The phenomenon described by the OP is related to the strong metering bias that the 5DmkIII has on the selected AF point in evaluative metering.
This is the first thing I noticed coming from a 40D, and is my main complain about 5DmkIII metering algorithm.
When I shoot at night in urban environment, I always switch from evaluative to mean to avoid any strange behaviour of the camera.
In AF mode the level of brightness of the portion of the scene that is caught in the selected AF point area determines the bias in the exposure value.
When "all points" is selected, or when MF selected, this doesn't happen because the camera has no clue about what AF point will be actually used to focus.
This happens on every lens, and is not a flaw in the body, but a choice of the designers of the evaluative metering algorithm that I personally don't like at all.
I'll provide evidence later.
Bye for now.

Update: see the 4 pics attached, made with 135 f/2 L
the AF point is on the light on ceiling, iso is 320 fixed, aperture f/2.0 fixed
pic 1 has AF + eval metering, resulting in 1/4000 sec (strong bias on the AF point, it results effectively in a spot metering on the AF point)
pic 2 has MF + eval metering, resulting in 1/160 sec (the camera has no clue about the AF point in use, and provides a "true" unbiased evaluative metering)
pic 3 has AF + average metering, resulting in 1/160 sec (no bias on mean metering)
pic 4 has MF + average metering, resulting in 1/160 sec 
As you see, in the case AF + evaluative metering the camera attemped not to clip the area of the picture on the selected AF point, thus rendering every other area of the image absolutely meaningless.
The amount of shift in this case is almost 5 stops! 
If I were the designer of this feature, I would let the user to activare or deactivate it, or at least provide a "cap" on the maximum amount of correction allowable, say max 2 stops of bias.
Having it permanently operating as it is, without reasonable cap, means that you have a spot metering on whatever AF point is selected, and this is pretty disturbing to me in certain circumstances.
What do you think about it?


----------



## bdunbar79 (May 23, 2013)

*Re: 5D3 and 24 1.4 II L owners please read!!!!!!!!!!!!*



canikon said:


> Hello everyone, fisrt time poster here.
> The phenomenon described by the OP is related to the strong metering bias that the 5DmkIII has on the selected AF point in evaluative metering.
> This is the first thing I noticed coming from a 40D, and is my main complain about 5DmkIII metering algorithm.
> When I shoot at night in urban environment, I always switch from evaluative to mean to avoid any strange behaviour of the camera.
> ...



I also believe that the 1Dx's algorithm is different too, than the 5D3, and I have plenty of evidence to at least suggest that as a possibility.


----------



## East Wind Photography (May 23, 2013)

*Re: 5D3 and 24 1.4 II L owners please read!!!!!!!!!!!!*

And dont forget on some models light entering through the top LCD could be a problem.



neuroanatomist said:


> Just to confirm - _everything_ else is the same with the physical setup?
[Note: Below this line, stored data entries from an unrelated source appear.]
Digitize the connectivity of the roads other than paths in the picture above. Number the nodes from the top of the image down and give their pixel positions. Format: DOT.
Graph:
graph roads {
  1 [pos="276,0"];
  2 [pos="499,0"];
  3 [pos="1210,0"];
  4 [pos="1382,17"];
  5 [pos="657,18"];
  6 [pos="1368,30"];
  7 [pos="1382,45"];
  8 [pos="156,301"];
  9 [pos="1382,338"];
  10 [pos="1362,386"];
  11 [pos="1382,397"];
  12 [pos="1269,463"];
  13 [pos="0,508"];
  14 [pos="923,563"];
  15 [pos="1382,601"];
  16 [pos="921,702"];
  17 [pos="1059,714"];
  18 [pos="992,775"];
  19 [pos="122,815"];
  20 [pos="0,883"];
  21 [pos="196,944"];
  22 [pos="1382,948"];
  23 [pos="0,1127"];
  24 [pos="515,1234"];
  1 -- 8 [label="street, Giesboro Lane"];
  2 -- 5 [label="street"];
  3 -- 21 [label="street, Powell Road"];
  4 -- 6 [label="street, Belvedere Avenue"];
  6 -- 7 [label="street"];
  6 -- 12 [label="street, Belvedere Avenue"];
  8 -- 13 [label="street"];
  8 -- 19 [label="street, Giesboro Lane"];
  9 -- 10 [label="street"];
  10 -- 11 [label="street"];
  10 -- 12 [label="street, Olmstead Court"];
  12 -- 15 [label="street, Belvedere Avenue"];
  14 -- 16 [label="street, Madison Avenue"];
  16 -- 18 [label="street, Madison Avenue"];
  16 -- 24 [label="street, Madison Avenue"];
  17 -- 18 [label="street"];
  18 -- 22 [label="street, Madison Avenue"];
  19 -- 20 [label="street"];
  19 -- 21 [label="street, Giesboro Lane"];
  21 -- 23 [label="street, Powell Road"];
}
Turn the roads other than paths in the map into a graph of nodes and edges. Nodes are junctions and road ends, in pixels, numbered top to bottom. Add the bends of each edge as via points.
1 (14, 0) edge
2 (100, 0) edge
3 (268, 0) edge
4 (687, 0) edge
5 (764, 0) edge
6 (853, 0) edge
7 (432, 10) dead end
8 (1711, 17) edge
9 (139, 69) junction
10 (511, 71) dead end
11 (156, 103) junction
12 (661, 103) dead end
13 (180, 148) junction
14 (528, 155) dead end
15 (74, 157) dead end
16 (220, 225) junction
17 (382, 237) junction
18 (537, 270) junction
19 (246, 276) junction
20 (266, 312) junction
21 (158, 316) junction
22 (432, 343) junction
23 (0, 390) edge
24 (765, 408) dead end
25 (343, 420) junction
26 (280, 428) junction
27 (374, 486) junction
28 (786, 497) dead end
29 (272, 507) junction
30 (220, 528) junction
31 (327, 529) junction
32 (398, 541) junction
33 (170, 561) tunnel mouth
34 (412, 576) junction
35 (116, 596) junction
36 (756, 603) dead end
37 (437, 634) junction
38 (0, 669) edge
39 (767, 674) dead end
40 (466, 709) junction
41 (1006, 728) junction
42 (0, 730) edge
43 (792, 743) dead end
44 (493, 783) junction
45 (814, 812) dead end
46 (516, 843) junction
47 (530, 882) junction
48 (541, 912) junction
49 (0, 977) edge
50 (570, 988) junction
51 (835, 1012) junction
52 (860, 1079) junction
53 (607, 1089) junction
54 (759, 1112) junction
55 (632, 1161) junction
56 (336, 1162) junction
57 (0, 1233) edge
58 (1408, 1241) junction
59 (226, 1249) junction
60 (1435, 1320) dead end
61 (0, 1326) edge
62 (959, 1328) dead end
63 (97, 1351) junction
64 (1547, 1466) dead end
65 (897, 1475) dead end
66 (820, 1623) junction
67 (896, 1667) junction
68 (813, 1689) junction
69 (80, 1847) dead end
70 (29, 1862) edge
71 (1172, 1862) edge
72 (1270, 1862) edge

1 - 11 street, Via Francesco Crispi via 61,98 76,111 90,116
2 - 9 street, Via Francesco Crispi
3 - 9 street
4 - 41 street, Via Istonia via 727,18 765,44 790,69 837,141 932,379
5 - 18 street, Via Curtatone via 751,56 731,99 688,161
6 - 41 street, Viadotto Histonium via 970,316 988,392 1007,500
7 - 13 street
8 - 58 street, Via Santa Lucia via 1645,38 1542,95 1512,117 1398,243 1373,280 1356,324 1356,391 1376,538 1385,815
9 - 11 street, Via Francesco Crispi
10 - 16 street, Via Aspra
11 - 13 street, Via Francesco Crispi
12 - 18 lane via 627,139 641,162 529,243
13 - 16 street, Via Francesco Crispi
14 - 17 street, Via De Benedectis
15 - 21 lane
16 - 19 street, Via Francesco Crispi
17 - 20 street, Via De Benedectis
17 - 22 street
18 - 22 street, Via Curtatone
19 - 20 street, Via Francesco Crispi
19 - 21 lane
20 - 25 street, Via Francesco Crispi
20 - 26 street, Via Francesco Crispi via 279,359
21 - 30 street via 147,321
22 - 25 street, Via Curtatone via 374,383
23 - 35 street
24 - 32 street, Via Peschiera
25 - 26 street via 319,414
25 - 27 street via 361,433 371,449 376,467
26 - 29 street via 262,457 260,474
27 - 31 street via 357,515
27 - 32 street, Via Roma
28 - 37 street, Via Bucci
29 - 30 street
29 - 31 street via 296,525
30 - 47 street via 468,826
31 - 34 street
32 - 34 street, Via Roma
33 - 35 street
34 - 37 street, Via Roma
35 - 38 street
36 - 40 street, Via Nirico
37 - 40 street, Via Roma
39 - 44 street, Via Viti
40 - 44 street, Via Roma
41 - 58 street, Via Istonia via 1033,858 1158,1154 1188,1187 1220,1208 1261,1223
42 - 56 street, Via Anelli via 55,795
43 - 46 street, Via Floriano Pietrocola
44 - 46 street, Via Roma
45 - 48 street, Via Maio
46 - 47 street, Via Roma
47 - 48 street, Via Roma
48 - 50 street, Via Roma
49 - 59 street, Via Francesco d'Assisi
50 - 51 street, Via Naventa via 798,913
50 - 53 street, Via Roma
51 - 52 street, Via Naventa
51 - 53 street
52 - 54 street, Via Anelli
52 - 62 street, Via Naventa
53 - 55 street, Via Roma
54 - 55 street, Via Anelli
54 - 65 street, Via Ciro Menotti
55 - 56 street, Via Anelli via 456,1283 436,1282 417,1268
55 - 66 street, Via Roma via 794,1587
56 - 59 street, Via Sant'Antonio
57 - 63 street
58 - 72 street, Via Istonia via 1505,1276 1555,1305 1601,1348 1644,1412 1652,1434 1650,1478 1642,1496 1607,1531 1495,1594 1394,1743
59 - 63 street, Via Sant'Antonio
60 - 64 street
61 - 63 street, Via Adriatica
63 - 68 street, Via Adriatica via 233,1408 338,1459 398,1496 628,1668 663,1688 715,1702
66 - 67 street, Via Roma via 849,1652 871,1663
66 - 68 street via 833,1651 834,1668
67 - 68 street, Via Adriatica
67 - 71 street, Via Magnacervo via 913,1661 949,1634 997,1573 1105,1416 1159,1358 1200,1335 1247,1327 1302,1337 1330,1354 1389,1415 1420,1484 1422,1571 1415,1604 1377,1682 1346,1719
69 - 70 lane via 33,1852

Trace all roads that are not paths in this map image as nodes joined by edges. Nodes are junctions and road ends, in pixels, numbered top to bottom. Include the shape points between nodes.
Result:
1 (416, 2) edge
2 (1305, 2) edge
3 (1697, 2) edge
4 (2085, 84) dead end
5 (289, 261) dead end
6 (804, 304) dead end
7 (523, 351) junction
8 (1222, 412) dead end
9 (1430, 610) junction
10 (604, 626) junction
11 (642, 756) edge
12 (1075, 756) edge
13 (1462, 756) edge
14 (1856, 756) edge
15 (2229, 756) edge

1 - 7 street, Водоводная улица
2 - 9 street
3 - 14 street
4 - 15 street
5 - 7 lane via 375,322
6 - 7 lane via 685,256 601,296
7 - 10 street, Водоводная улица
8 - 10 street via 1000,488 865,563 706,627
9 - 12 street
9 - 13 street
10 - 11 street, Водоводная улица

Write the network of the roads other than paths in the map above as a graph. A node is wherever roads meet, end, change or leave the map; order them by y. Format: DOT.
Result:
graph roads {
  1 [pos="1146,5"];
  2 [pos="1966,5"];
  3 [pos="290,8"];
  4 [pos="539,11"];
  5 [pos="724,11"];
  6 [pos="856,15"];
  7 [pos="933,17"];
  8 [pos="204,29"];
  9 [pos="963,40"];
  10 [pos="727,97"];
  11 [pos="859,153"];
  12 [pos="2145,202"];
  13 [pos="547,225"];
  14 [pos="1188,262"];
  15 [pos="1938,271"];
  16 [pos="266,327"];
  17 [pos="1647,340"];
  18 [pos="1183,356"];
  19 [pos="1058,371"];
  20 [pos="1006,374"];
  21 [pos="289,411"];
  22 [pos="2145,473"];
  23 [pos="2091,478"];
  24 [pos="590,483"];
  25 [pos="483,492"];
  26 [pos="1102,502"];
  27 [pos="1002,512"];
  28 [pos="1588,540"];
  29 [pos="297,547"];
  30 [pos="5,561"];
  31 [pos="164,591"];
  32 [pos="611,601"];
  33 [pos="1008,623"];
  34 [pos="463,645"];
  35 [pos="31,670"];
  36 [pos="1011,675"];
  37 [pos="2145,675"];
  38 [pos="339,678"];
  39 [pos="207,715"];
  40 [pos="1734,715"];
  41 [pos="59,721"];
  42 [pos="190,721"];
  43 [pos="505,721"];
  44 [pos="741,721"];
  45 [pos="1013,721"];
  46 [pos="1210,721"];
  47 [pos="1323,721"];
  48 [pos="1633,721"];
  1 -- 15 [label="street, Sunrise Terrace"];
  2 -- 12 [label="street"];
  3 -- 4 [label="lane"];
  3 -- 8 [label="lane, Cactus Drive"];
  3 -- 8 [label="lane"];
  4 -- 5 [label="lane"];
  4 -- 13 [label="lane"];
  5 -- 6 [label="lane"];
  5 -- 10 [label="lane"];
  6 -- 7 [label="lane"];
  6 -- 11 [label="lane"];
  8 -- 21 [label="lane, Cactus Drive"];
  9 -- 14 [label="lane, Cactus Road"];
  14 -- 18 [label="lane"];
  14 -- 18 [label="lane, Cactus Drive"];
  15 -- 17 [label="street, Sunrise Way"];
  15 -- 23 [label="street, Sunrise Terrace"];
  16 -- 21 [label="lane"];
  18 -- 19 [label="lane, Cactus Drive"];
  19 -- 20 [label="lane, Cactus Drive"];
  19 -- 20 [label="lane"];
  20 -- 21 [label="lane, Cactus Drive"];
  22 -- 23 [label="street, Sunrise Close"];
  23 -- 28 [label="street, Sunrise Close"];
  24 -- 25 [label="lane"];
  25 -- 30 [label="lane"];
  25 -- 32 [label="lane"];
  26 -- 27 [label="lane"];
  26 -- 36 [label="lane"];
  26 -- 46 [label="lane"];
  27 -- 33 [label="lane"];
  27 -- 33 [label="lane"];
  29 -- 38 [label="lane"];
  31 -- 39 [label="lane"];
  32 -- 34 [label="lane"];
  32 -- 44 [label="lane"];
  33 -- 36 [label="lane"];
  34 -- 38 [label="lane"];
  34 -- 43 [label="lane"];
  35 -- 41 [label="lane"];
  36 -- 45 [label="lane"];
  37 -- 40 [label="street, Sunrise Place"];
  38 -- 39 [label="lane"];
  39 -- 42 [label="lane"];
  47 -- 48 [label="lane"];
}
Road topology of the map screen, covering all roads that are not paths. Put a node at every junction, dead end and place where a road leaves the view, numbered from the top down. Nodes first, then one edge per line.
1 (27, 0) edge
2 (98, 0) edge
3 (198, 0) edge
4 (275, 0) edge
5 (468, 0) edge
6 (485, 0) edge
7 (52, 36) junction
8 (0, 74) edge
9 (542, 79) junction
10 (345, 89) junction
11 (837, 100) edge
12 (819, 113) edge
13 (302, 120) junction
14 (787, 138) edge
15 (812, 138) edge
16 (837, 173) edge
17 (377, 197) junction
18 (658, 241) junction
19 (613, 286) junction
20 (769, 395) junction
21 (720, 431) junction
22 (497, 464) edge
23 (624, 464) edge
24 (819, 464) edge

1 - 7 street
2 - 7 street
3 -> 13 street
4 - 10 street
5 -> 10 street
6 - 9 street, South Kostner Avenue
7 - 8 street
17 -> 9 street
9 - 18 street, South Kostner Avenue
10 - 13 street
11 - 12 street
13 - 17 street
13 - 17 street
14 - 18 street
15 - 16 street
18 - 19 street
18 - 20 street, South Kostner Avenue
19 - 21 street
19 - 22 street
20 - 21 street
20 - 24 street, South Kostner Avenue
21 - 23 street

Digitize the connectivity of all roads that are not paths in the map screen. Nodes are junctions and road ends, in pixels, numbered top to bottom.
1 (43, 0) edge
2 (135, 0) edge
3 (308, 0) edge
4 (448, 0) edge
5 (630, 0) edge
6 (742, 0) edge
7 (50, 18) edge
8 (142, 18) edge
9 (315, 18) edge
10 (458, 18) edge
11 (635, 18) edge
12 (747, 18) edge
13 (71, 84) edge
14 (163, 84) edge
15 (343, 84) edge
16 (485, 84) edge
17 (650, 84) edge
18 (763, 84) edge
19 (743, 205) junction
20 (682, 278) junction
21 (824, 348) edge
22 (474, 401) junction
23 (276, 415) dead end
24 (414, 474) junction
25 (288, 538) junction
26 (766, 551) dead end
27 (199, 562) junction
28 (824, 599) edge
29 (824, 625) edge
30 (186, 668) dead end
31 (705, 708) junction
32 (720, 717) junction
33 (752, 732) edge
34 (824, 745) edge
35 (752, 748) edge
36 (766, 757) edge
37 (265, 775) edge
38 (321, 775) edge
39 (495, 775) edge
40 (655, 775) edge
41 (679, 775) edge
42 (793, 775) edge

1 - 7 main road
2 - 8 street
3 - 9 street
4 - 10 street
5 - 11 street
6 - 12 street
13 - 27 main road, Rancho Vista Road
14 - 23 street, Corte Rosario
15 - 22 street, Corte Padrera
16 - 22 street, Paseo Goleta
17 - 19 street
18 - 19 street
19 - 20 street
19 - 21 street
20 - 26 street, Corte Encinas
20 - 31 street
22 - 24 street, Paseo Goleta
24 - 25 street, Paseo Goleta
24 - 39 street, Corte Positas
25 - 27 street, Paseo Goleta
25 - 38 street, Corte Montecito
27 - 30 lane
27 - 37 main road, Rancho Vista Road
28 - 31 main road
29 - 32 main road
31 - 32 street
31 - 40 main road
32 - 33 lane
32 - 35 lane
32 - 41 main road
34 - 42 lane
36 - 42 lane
Remember that it's not just what's in front of the camera that matters - light entering through the VF also affects metering so if you're in a different position behind the camera, that can make a difference. Try covering the VF during testing (a lens cap hung over the eyecup does the trick).
> 
> Since Live View metering is done using the image sensor rather than the metering sensor, might be good to see if the same phenomenon occurs in live view.


----------



## luciolepri (May 23, 2013)

*Re: 5D3 and 24 1.4 II L owners please read!!!!!!!!!!!!*

I confirm what canikon wrote. At first I thought my camera was defective, but after some tests I understood what was going on: the 5D MKIII gives a very high exposure priority to the metering zone where the AF sets the focus. So, in hi contrast situations, exposure metering results can change a lot, depending on which AF point is in focus.
It would be nice a firmware upgrade to let the user calibrate this metering bias...


----------



## tpatana (May 23, 2013)

*Re: 5D3 and 24 1.4 II L owners please read!!!!!!!!!!!!*



canikon said:


> Hello everyone, fisrt time poster here.
> The phenomenon described by the OP is related to the strong metering bias that the 5DmkIII has on the selected AF point in evaluative metering.
> This is the first thing I noticed coming from a 40D, and is my main complain about 5DmkIII metering algorithm.
> When I shoot at night in urban environment, I always switch from evaluative to mean to avoid any strange behaviour of the camera.
> ...



Knowing that, you can also use it to your advantage. E.g. if you know you want bright sign to be exposured correctly, use focus points on that one, and also if you want ambient proper but focus, you can e.g. exposure lock somewhere else and re-compose.

So I don't see that as a disadvantage, after knowing how it works. Not sure if that was mentioned in the manual though.

Also for the OP, I wish I had that much confidence on my skills and gear that I don't chimp the histogram every few picture. If it took you after the shooting to notice over-exposure, maybe next time you should chimp some too?


----------



## canikon (May 23, 2013)

*Re: 5D3 and 24 1.4 II L owners please read!!!!!!!!!!!!*



tpatana said:


> Knowing that, you can also use it to your advantage. E.g. if you know you want bright sign to be exposured correctly, use focus points on that one, and also if you want ambient proper but focus, you can e.g. exposure lock somewhere else and re-compose.
> 
> So I don't see that as a disadvantage, after knowing how it works. Not sure if that was mentioned in the manual though.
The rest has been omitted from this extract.